Elias' sketches have been published
in Israel and the US. Some of Elias' sketchbooks can also be viewed online.
In 2014 Elias posted an article on Linkedin titled 'Learning
from the Master and the Village' which also includes some sketches from
his travel sketchbooks in Greece, Italy, Israel and Egypt. Keep
reading.
Check out Elias' sketchbooks at eliasblue.com
Check out Elias' sketchbooks on tornosnews.gr
Join Elias in his next travel to Greece. Contact
'Elias, these look really good (...) Your sketchbooks (the images I see)
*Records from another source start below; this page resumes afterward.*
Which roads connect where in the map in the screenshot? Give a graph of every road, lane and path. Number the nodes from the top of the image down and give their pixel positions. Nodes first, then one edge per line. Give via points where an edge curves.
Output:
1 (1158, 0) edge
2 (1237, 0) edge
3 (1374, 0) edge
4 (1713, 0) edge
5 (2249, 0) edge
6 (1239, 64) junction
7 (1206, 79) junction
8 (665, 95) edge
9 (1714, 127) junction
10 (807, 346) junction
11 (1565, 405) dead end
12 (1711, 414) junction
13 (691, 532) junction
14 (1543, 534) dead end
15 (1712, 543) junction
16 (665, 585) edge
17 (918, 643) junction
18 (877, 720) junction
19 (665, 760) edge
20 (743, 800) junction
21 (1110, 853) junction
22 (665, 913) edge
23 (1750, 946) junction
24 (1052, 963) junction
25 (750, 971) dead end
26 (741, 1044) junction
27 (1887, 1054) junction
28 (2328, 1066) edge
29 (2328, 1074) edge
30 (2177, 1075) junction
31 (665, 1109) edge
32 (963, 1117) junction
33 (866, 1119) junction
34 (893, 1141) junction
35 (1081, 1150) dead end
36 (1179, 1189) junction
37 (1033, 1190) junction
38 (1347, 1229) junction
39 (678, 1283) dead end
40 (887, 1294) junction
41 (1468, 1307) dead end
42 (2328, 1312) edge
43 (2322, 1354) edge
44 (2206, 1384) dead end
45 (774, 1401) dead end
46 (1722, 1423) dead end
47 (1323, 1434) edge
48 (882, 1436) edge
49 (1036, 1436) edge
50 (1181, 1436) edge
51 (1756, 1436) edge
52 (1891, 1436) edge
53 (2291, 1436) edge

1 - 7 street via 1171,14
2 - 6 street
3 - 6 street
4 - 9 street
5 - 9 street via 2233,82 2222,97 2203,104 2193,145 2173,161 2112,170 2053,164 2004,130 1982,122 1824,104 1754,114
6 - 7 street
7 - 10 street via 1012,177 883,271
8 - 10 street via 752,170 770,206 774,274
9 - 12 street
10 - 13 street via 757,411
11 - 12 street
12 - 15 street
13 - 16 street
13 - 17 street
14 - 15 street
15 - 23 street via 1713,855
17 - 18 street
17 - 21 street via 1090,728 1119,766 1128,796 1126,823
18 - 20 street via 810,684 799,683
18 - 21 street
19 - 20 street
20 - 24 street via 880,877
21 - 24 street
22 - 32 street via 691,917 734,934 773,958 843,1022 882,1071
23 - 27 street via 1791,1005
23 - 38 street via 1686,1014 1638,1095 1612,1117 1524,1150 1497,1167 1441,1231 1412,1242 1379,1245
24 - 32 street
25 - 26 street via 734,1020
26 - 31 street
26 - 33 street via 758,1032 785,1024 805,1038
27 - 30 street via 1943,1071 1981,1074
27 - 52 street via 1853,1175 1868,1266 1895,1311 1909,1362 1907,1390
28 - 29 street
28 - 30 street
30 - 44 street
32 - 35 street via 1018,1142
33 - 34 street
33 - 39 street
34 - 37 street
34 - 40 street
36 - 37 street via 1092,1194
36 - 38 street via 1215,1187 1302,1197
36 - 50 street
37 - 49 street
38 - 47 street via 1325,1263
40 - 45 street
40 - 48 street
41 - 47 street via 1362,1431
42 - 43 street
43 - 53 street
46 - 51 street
are more painterly and less "architectonic." That puts them well above other
architect's travel sketches. I'm not sure I agree with Corbu about the camera
being for "idlers" but I see why he wrote it.' David Jameson (ArchiTech
Gallery)
(Image to the left): "Sunday walk in the Plaka. I look at the carved
marbles scattered on the ground near the Tower of the Winds... stones carved
by a craftsman that has long past away together with his craft... I keep
on walking and I constantly find myself under the Acropolis. I am in love
with this part of Athens; the part of the ghosts; the part of nostalgia;
the part of day-dreaming. The Acropolis has become like a point of reference
to my explorations." Plaka, Athens (Greece, July 18, 1993)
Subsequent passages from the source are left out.